968 Albany-Shaker Road, Latham, New York
  (Address of principal executive offices)   (Zip Code)  

Registrant's telephone number, including area code:   (518) 782-7700

(Former name or former address, if changed since last report)

Check the appropriate box below if the Form 8-K filing is intended to simultaneously satisfy the filing obligation of the registrant under any of the following provisions (see General Instruction A.2. below):
  [   ] Written communications pursuant to Rule 425 under the Securities Act (17 CFR 230.425)
  [   ] Soliciting material pursuant to Rule 14a-12 under the Exchange Act (17 CFR 240.14a-12)
  [   ] Pre-commencement communications pursuant to Rule 14d-2(b) under the Exchange Act (17 CFR 240.14d-2(b))
  [   ] Pre-commencement communications pursuant to Rule 13e-4(c) under the Exchange Act (17 CFR 240.13e-4(c))

Item 3.01. Notice of Delisting or Failure to Satisfy a Continued Listing Rule or Standard; Transfer of Listing.

As previously disclosed, on December 8, 2009, Plug Power Inc. (the "Company") received a deficiency notice from The Nasdaq Stock Market ("Nasdaq") stating that the Company no longer complied with Nasdaq Marketplace Rule 5450(a)(1), for listing on The Nasdaq Global Market, because the bid price of the Company's common stock closed below the required minimum $1.00 per share for 30 consecutive business days. The notice also indicated that, in accordance with Marketplace Rule 5810(c)(3)(A), the Company had a period of 180 calendar days, or until June 7, 2010, to regain compliance with Rule 5450(a)(1).

On June 7, 2010 after the market close, the Company received a letter from Nasdaq stating that the Company had not regained compliance with Rule 5450(a)(1) within the 180 calendar days, but that the Company had met all initial listing criteria for The Nasdaq Capital Market, except for the minimum bid price. As a result, effective as of June 7, 2010, the Company's listing was transferred to The Nasdaq Capital Market and its common stock continues to trade under the symbol PLUG. In accordance with Marketplace Rule 5810(c)(3)(A)(i), the Company has an additional 180 calendar days, or until December 6, 2010, to regain compliance with the minimum bid price requirement for The Nasdaq Capital Market under Marketplace Rule 5550(a)(2).

If at any time before December 6, 2010, the bid price of the Company's common stock closes at $1.00 per share or more for a minimum of 10 consecutive business days, Nasdaq will notify the Company that it has regained compliance.

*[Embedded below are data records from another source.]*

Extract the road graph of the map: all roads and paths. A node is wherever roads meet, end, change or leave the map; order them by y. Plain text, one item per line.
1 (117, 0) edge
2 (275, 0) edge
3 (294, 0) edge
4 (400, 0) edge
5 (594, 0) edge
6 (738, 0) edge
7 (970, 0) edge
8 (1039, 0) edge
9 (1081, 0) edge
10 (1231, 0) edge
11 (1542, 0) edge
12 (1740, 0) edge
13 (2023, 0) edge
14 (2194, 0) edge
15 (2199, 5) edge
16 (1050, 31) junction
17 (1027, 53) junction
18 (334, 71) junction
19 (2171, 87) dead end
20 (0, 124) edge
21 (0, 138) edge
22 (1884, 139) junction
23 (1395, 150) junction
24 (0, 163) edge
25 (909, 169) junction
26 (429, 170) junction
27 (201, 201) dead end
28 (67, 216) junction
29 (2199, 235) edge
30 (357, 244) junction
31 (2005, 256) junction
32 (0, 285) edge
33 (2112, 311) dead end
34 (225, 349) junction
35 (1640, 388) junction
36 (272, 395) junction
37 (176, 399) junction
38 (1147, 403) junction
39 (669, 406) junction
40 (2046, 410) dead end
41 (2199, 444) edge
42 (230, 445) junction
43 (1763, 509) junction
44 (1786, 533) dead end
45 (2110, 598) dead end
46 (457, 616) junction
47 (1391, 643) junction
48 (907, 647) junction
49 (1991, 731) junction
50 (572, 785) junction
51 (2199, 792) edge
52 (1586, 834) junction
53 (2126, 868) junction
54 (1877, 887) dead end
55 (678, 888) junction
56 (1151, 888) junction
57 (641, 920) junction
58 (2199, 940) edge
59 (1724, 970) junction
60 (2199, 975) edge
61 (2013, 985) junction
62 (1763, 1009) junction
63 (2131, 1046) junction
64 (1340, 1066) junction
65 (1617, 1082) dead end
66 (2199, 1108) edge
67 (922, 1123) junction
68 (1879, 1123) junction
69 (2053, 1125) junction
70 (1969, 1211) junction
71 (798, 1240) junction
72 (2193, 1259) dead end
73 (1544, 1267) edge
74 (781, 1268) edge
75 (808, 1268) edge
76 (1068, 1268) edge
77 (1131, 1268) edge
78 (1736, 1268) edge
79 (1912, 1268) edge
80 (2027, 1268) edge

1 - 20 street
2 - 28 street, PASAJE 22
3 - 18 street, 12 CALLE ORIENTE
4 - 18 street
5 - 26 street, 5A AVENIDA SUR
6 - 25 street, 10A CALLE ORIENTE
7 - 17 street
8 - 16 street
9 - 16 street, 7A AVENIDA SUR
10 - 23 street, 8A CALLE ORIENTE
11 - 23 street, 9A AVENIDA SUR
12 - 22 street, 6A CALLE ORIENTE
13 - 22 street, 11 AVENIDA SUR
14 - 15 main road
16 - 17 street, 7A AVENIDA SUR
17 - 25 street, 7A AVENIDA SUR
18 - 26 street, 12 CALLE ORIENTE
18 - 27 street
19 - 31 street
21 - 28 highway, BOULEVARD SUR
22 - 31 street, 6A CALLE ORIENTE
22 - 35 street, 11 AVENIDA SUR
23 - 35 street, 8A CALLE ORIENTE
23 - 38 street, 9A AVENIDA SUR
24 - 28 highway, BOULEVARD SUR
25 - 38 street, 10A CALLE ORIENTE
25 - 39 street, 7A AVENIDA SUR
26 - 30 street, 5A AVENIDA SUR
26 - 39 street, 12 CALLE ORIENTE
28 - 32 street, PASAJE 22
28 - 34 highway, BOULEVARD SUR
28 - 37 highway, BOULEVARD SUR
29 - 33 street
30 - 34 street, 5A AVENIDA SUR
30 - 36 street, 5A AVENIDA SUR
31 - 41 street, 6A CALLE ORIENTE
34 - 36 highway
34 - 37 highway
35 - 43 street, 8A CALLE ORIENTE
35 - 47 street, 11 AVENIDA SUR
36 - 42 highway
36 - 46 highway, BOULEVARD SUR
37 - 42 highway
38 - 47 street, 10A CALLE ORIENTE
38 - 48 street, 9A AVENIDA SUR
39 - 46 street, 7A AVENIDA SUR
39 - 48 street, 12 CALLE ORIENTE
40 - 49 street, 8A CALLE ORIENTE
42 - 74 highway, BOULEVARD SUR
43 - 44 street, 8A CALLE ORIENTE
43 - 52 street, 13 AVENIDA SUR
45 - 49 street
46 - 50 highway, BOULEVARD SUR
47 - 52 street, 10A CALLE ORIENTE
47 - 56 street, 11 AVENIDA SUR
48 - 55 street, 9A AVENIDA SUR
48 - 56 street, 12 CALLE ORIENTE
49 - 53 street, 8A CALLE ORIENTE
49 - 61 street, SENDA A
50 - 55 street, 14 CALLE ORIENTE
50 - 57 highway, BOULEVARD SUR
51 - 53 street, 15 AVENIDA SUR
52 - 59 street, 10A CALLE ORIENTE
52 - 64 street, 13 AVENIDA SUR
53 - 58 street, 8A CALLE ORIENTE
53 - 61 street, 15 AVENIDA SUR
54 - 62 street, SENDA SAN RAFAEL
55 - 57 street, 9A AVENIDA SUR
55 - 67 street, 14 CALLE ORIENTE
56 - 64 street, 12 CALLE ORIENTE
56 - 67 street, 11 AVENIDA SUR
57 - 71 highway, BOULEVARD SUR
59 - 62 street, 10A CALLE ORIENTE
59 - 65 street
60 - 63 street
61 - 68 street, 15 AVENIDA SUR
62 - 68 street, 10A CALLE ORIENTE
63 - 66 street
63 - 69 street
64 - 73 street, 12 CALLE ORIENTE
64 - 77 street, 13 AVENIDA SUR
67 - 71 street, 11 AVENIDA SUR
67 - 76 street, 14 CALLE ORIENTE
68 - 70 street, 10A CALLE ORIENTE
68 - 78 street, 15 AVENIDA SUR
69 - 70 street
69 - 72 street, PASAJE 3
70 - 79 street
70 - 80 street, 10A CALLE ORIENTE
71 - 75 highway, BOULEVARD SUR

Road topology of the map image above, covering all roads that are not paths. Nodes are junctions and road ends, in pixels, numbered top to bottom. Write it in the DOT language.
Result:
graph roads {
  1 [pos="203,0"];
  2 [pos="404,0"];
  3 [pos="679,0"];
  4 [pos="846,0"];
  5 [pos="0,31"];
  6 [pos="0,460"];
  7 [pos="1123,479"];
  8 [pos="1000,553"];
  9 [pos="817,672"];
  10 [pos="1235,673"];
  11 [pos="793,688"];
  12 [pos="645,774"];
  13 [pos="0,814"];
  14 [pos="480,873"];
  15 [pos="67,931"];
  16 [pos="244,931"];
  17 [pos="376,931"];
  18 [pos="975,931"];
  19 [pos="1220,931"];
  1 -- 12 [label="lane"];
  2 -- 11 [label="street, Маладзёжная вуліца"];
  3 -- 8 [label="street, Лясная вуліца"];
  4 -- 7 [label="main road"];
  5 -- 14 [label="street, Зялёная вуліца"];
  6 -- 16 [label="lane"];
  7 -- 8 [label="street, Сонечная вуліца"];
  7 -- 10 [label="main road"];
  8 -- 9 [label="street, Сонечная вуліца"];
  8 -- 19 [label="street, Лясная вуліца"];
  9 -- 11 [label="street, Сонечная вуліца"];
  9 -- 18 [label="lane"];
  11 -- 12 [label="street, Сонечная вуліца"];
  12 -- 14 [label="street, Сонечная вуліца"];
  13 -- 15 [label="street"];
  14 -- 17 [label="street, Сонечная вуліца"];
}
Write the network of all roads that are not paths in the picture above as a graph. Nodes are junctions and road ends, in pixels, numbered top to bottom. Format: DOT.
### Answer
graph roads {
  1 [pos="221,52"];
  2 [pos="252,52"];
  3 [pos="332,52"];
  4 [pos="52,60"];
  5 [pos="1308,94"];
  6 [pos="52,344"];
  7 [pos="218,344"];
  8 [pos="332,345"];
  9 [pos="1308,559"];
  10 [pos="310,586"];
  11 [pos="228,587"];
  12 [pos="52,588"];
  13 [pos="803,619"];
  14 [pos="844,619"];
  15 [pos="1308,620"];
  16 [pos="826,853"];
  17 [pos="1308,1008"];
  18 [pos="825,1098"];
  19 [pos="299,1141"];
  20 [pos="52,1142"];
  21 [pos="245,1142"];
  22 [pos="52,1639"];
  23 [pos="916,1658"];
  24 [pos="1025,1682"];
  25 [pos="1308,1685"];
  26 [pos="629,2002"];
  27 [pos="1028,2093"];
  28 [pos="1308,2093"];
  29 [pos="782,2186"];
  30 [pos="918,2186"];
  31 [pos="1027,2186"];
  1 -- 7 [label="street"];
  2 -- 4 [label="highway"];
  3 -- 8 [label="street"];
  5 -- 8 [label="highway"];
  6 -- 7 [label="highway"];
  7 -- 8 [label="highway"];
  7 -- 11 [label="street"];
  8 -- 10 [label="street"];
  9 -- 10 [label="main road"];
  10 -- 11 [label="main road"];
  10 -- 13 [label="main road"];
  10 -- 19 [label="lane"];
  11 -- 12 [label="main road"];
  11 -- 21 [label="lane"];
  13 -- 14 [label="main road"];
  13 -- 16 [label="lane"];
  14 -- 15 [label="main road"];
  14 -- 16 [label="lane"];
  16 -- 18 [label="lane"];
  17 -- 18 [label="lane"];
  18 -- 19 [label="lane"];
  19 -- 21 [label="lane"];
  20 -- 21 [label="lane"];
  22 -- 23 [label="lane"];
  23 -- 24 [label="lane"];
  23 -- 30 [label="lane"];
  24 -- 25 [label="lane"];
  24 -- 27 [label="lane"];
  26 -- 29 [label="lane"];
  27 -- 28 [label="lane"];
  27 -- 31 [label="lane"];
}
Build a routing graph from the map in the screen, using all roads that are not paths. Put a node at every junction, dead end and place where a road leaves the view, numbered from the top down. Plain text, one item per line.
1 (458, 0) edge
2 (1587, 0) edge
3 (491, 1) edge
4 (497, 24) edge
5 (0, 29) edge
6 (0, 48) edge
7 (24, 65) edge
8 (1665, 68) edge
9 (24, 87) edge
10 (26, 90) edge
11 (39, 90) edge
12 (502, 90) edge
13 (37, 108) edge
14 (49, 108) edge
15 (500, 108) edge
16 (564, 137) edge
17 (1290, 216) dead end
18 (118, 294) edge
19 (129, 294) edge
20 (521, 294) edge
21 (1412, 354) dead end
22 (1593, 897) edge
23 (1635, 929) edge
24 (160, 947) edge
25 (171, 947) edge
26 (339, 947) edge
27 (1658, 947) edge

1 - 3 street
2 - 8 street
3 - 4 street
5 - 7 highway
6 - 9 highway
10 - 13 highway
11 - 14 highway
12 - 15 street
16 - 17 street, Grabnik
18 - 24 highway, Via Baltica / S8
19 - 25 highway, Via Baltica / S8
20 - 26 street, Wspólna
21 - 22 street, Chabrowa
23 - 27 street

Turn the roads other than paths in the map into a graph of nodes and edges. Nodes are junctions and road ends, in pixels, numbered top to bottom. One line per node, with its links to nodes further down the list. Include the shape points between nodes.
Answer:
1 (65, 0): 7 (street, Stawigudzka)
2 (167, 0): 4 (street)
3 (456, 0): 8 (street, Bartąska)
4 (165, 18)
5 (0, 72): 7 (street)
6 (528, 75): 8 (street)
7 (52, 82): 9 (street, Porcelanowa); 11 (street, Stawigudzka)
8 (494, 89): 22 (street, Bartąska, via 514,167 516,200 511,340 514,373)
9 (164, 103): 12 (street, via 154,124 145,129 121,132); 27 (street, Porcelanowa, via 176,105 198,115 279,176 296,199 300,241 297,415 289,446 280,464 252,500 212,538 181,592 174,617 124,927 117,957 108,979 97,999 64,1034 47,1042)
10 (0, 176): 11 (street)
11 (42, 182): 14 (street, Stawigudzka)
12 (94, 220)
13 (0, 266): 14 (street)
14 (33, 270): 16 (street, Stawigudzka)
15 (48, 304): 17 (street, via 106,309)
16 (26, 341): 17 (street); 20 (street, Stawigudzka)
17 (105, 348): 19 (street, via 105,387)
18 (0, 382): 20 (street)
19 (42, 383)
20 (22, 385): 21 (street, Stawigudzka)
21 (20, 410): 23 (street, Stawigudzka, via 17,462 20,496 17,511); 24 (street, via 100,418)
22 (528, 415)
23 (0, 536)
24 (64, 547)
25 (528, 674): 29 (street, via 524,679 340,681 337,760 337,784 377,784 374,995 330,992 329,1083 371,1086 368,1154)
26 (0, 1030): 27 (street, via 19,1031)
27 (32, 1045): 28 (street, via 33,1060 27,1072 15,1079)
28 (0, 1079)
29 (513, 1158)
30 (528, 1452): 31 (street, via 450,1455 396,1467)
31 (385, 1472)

If the Company has not regained compliance with the minimum bid price requirement by December 6, 2010, Nasdaq will notify the Company that its securities will be delisted. The Company may appeal the delisting determination to a Nasdaq hearing panel and the delisting will be stayed pending the panel's determination. At such hearing, the Company would present a plan to regain compliance and Nasdaq would then subsequently render a decision. The Company intends to monitor the bid price for its common stock and will consider available options to resolve the deficiency and regain compliance with the Nasdaq minimum bid price requirement.

A copy of the Company's press release announcing the notice received from The Nasdaq Stock Market is attached to this report as Exhibit 99.1 and is incorporated herein by reference.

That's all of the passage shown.